Material supplied:
----
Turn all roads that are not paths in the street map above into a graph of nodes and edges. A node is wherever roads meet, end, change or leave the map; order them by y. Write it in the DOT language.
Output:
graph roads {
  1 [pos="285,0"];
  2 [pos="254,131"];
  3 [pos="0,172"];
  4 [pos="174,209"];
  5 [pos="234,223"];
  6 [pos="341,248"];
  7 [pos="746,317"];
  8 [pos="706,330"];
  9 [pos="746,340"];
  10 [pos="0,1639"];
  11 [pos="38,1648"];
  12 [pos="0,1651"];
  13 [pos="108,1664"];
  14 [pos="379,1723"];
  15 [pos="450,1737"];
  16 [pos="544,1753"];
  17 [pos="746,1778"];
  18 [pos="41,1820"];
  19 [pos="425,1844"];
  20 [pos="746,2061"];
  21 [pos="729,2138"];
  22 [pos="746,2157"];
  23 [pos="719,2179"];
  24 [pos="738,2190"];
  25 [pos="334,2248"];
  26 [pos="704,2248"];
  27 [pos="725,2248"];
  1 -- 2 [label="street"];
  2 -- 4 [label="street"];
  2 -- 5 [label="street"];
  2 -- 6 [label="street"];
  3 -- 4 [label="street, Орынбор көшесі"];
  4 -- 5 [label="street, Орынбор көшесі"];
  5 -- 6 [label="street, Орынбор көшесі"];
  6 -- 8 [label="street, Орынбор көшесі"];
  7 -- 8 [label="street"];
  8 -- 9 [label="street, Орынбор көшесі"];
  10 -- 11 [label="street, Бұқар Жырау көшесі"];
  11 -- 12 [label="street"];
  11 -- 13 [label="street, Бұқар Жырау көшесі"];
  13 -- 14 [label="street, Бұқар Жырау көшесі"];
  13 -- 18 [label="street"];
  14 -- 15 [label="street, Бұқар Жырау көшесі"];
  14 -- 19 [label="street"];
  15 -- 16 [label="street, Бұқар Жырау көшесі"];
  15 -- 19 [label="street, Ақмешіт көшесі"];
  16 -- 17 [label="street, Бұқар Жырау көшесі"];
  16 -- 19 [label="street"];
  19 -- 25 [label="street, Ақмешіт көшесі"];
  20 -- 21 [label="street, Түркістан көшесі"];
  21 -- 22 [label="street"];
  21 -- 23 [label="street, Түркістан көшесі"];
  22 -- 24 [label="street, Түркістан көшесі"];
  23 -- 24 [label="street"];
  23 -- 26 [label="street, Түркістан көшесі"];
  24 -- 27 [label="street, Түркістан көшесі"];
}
----
Goal of the exercise:
If a line in the entries contains "Орынбор", copy it.

Answer below:
  3 -- 4 [label="street, Орынбор көшесі"];
  4 -- 5 [label="street, Орынбор көшесі"];
  5 -- 6 [label="street, Орынбор көшесі"];
  6 -- 8 [label="street, Орынбор көшесі"];
  8 -- 9 [label="street, Орынбор көшесі"];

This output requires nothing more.